Wisconsin's statute enacted in the late 1970s -- preventing those falling behind in child-support payments from getting married -- was overturned as unconstitutional (Zablocki v. Redhail ((No. 76-879)) in an eight-to-one decision opposed only by the late, statist-reactionary Justice William Rehnquist.
The Court ruled the right to marry is so basic that the economically impoverished or those otherwise refusing child-support obligations do not lose their fundamental right to marry, even if the state of Wisconsin, for example, enacts a law mandating this penalty. A state legislature, or a majority of a voters in a state similarly cannot determine that certain classes of Americans cannot marry just because a temporary majority does not like certain Americans: Gays, blacks, the poor, lesbians, Chinese and so on.

The relevance of the Wisconsin case to Perry is the Court's establishing, along with other precedents, the Constitutional importance of the right to marry. Having established marriage as a fundamental right, it becomes constitutionally difficult to deny this right to a particular class of Americans, though this difficulty will not likely prevent at least four (Republican) U.S. Supreme Court Justices from voting specifically to deny this right to gay and lesbian Americans.

But a majority of Americans in a given state in favor of bigotry towards gays and lesbians does not place the majority on firm constitutional ground.

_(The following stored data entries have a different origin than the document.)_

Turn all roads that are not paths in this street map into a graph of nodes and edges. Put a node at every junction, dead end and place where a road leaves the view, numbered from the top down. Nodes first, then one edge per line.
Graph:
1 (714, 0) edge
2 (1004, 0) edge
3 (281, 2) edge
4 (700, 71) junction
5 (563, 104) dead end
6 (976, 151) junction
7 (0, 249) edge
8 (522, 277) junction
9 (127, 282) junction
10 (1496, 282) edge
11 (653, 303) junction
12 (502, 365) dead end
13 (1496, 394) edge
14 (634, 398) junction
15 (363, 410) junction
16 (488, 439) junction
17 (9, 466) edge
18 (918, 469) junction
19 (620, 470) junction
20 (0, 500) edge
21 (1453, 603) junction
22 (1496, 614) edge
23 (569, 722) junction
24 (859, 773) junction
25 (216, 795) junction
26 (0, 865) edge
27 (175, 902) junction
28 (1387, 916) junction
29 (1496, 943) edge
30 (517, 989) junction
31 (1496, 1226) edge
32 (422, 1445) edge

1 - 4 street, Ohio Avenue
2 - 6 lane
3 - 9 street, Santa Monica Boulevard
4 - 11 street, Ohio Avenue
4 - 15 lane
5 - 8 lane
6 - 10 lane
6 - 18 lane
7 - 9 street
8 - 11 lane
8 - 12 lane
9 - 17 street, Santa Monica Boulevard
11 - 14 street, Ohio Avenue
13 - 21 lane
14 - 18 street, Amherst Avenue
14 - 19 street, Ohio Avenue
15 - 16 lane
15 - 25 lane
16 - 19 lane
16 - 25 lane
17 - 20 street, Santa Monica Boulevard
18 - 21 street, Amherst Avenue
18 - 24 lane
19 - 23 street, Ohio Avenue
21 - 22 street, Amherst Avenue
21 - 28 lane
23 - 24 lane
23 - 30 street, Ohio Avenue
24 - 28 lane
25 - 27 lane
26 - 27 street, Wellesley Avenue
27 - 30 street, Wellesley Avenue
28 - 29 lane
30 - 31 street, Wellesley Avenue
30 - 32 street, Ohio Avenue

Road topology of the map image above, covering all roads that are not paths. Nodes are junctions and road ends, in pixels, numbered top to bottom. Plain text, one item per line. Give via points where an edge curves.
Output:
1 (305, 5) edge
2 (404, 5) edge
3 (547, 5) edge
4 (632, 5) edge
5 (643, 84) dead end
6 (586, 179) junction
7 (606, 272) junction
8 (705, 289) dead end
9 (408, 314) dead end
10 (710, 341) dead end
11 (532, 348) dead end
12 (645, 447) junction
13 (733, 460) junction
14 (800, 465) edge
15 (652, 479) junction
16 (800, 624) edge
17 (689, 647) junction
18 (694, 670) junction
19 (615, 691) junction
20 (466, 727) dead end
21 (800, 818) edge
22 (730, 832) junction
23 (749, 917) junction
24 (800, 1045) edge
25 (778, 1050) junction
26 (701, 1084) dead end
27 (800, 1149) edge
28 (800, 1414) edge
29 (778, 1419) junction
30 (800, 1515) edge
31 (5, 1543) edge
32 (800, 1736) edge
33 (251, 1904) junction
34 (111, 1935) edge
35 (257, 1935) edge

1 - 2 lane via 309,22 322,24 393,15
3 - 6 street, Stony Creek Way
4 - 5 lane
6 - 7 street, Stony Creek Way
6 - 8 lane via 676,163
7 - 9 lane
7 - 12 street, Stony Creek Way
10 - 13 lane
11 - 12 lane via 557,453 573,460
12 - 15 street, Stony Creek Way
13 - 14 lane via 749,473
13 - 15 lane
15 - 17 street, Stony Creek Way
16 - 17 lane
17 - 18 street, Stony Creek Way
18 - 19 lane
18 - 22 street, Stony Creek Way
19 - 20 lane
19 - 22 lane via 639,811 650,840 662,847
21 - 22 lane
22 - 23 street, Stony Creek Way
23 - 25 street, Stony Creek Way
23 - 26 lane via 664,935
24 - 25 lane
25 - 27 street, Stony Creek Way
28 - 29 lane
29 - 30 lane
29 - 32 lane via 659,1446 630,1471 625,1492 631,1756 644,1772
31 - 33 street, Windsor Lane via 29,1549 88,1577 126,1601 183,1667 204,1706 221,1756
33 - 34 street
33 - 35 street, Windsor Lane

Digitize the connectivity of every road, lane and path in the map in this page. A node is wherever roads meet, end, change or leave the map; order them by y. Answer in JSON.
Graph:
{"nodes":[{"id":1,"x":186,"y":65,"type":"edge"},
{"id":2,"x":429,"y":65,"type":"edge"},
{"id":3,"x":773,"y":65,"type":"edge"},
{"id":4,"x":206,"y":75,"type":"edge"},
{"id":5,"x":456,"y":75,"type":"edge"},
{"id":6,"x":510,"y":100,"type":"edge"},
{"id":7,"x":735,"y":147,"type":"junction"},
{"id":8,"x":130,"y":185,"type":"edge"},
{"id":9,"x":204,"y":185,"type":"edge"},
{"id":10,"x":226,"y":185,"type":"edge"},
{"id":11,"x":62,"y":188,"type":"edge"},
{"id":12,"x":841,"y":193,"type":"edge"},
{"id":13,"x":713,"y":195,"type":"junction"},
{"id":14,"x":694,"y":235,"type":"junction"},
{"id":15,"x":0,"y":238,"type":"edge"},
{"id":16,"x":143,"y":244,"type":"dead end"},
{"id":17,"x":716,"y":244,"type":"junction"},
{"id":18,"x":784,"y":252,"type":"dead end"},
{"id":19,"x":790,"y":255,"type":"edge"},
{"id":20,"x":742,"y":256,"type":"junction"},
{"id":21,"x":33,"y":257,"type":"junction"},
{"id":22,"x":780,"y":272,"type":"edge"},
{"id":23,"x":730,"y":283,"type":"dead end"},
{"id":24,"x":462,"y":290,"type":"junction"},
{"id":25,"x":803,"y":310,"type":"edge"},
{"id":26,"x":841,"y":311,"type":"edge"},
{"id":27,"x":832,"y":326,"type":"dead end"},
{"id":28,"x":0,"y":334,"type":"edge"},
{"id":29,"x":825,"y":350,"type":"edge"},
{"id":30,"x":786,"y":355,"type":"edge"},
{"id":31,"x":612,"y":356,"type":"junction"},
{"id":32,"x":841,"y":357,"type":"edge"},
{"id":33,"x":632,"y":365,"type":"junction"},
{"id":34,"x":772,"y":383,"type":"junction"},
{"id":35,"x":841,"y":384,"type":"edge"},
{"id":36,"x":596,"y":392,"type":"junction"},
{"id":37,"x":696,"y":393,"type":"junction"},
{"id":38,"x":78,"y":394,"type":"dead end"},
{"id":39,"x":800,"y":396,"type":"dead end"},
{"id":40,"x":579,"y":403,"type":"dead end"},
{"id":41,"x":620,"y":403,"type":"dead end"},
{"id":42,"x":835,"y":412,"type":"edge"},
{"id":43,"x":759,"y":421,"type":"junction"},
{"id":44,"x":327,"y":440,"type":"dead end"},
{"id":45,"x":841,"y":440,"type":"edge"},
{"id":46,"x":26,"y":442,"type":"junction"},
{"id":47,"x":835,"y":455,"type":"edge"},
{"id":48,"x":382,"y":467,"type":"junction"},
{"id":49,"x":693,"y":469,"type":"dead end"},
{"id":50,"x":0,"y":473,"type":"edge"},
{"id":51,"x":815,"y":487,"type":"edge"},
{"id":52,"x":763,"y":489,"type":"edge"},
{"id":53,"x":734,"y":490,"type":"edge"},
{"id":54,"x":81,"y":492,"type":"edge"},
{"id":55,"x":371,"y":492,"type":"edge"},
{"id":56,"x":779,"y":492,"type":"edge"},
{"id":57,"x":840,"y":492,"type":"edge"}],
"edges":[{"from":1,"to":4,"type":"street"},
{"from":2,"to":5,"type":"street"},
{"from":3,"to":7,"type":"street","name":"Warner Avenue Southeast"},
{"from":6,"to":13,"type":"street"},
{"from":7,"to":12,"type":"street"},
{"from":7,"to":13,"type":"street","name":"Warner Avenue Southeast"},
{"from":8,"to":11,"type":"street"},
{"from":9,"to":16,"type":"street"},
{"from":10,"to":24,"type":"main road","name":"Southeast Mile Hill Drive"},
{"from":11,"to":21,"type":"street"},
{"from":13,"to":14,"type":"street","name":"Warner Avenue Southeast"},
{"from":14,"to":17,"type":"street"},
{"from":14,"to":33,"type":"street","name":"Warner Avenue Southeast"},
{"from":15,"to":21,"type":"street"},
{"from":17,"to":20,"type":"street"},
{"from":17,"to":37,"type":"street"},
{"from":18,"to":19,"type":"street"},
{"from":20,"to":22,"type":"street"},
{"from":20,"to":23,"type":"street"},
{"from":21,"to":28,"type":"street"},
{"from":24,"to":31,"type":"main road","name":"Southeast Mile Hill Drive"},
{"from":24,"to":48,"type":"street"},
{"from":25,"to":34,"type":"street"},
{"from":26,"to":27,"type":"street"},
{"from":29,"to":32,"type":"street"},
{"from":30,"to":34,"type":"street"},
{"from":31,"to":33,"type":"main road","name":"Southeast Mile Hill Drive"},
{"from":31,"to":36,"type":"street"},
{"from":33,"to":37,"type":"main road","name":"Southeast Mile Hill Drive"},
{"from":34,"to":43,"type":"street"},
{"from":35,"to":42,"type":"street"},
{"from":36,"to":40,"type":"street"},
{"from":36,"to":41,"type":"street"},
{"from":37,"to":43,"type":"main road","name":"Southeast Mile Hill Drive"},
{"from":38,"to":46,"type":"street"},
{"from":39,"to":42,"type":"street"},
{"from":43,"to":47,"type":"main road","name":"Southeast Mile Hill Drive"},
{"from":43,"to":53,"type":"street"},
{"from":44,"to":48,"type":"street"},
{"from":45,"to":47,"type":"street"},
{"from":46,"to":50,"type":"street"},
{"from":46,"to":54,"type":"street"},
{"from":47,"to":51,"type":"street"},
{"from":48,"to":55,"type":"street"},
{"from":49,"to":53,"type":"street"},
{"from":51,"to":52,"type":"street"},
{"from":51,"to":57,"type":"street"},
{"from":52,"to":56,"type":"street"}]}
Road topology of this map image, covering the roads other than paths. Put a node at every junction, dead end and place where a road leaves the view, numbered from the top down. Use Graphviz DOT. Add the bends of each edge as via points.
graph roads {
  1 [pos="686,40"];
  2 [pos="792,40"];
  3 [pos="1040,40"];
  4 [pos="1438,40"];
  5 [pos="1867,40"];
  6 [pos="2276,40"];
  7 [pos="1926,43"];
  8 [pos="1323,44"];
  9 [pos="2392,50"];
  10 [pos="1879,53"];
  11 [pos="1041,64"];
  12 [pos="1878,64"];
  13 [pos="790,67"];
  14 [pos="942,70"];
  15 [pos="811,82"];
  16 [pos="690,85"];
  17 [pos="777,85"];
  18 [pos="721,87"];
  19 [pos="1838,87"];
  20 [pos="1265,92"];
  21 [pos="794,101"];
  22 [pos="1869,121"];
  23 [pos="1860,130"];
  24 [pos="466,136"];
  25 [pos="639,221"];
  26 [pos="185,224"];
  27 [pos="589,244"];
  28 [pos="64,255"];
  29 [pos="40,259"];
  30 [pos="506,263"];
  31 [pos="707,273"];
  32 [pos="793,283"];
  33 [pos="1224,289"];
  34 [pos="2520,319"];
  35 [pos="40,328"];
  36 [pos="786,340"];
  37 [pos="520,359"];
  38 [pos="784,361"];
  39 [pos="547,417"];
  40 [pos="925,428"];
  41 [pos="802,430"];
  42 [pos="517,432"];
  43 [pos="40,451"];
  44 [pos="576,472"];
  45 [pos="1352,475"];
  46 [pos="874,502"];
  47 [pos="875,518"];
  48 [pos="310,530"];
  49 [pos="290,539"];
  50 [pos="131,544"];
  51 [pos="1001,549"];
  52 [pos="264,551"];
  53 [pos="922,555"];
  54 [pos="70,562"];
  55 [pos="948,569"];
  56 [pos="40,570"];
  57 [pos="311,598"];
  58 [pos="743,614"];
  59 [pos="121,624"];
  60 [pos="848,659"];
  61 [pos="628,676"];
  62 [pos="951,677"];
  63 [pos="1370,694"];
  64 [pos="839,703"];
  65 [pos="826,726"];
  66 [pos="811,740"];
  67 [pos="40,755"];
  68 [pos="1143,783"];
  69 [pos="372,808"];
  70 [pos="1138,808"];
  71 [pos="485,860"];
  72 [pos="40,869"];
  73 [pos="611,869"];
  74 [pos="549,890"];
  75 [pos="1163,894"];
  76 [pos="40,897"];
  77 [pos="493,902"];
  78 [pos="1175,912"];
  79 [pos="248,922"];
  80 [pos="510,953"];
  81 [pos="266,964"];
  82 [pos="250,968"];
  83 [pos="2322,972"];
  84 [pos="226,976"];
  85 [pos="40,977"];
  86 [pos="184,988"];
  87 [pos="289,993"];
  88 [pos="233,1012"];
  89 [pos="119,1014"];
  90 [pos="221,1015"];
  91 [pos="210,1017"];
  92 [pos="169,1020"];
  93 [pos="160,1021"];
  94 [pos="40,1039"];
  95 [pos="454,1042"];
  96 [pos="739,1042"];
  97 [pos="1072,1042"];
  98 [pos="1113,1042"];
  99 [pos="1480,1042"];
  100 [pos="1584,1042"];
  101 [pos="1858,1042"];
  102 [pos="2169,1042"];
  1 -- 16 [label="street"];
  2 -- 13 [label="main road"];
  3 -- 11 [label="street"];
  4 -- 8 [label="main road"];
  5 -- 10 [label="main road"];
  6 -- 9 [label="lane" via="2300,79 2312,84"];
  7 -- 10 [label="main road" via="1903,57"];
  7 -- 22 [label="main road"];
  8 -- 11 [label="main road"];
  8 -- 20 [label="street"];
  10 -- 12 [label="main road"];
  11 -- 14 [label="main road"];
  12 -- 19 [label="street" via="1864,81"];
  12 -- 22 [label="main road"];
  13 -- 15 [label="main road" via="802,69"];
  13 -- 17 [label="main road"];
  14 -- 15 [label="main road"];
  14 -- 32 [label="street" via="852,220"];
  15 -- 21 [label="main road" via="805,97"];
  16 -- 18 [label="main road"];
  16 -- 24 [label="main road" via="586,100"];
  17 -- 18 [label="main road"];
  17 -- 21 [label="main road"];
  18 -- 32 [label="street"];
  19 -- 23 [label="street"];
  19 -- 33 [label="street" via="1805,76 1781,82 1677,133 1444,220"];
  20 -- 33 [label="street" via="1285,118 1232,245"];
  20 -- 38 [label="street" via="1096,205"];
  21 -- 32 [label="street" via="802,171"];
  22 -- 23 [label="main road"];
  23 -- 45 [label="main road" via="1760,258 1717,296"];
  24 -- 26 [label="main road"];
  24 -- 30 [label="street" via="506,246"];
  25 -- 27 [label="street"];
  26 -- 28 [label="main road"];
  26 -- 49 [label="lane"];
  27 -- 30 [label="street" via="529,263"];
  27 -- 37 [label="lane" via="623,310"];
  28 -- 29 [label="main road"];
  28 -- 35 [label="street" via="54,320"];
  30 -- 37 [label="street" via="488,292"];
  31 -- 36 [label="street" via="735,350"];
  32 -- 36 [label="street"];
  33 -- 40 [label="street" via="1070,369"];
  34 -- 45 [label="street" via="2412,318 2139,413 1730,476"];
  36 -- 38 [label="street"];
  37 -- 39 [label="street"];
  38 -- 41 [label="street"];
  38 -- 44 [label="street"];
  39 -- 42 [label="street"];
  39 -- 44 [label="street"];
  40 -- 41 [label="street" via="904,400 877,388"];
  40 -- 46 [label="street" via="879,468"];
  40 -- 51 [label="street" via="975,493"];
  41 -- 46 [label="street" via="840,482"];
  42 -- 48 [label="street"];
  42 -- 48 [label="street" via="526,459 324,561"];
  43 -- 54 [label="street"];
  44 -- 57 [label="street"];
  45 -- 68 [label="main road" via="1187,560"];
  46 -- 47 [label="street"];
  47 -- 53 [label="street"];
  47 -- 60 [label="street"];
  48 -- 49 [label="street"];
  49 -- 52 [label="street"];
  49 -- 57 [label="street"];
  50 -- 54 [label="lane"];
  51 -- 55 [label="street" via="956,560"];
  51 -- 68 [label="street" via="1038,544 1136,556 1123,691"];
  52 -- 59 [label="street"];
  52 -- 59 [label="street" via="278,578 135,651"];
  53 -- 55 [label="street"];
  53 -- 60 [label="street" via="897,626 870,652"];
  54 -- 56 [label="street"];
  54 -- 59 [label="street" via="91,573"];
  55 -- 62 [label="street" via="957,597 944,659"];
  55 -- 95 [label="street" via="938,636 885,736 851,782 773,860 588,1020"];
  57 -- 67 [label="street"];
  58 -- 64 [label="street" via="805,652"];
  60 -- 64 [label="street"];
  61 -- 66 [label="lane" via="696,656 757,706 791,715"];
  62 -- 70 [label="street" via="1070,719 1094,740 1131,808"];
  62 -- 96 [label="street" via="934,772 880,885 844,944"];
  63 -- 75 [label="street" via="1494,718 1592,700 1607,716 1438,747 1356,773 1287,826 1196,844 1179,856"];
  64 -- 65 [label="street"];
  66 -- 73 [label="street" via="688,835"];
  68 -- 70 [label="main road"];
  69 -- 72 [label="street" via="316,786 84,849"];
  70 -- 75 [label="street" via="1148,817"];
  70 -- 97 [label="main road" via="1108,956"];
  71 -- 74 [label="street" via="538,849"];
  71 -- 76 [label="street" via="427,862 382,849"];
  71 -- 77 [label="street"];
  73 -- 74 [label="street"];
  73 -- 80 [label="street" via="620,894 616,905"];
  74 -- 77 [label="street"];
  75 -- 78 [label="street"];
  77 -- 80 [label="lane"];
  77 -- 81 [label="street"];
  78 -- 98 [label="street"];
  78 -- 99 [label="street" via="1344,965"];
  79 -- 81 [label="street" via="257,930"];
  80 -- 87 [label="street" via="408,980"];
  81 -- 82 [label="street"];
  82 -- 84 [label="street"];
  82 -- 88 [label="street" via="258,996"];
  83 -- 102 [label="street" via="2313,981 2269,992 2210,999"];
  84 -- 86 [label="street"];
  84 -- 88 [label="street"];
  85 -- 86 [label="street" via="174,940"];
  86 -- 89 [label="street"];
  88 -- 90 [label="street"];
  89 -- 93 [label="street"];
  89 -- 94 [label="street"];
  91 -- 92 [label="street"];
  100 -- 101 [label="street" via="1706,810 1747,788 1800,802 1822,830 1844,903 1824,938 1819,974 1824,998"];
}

As David Boies said (Bill Moyers Journal, Feb. 26, 2010):
If you didn't tell the majority of the voters they were wrong sometimes under the Constitution, you wouldn't need a constitution. The whole point of the Bill of Rights and the 14th Amendment is to say, 'This is democracy. But it's also democracy in which we protect minority rights.' The whole point of a Constitution is to say there are certain things that a majority cannot do, whether it's 52 percent or 62 percent or 72 percent or 82 percent of the people. They can't say, for example, that blacks and whites can't go to school together -- even though 82 percent of the people may think that. They can't say that women aren't allowed to vote, or are not allowed to work in the workplace, or not allowed equal rights or equal wages -- even though a majority of people might vote that way in some places.
There are certain rights that are so fundamental that the Constitution guarantees them to every citizen regardless of what a temporary majority may or may not vote for. And remember, what Ted (Olsen) said is very important. Nobody's asking to create a new constitutional right here. This is a constitutional right that has already been well recognized by the Supreme Court. And what the Supreme Court has said is that even a democratic-elected legislature in Wisconsin cannot decide by majority rule that marriage scofflaws, (p)eople who don't pay their child support, who abuse their children, abuse their wives, cannot get remarried again.
They said marriage is so fundamental that you can't take it away, even for people who have abused an initial marriage.
Boies' colleague in Perry, Ted Olson, amplifies the point:
David (Boies) mentioned that we have a Constitution and we have an independent judiciary for the very protection of minorities. Majorities don't need protection from the courts. The original Constitution didn't have the Bill of Rights attached to it. And the framers of our Constitution had a big debate and people said, 'Well, we're not going to ratify that Constitution unless you attach a Bill of Rights, which protects individual liberty, individual freedom, the right to speak, the right to assemble,' and those sorts of things.
Over our history, the voters have decided, because they get passionate about certain things, and they may not like certain minorities. Minorities are disfavored. Blacks have been denied the right to vote. California prohibited Chinese, a Chinese person from having any kind of business in California, or getting married. Those kind of votes are not acceptable if they violate fundamental constitutional rights. ...
The Congress and the President of the United States 50 years ago made it illegal for someone who is a gay or lesbian to have a job working for the federal government. Many states made it a crime for a homosexual to be in a bar and have a drink. We all remember the '50s. When civil rights were taken away from people because they were suspected of being a member of an organization that -- those sorts of things happened. And we frequently go to the courts and, Bill, it often happens that the measures that are passed almost unanimously in Congress, because Congress gets carried away, are overturned by the Supreme Court. And you go back to Members of Congress and you say, 'What happened there?' And they'll say, 'Well, we knew it was unconstitutional. We expected the courts to take care of that. We wanted to get reelected. The courts are the ones that come back and help us.'
The Internet offers us a window in the slow-motion civil rights battle of what will likely be a landmark legal case when it reaches the U.S. Supreme Court sometime in the next one to four years.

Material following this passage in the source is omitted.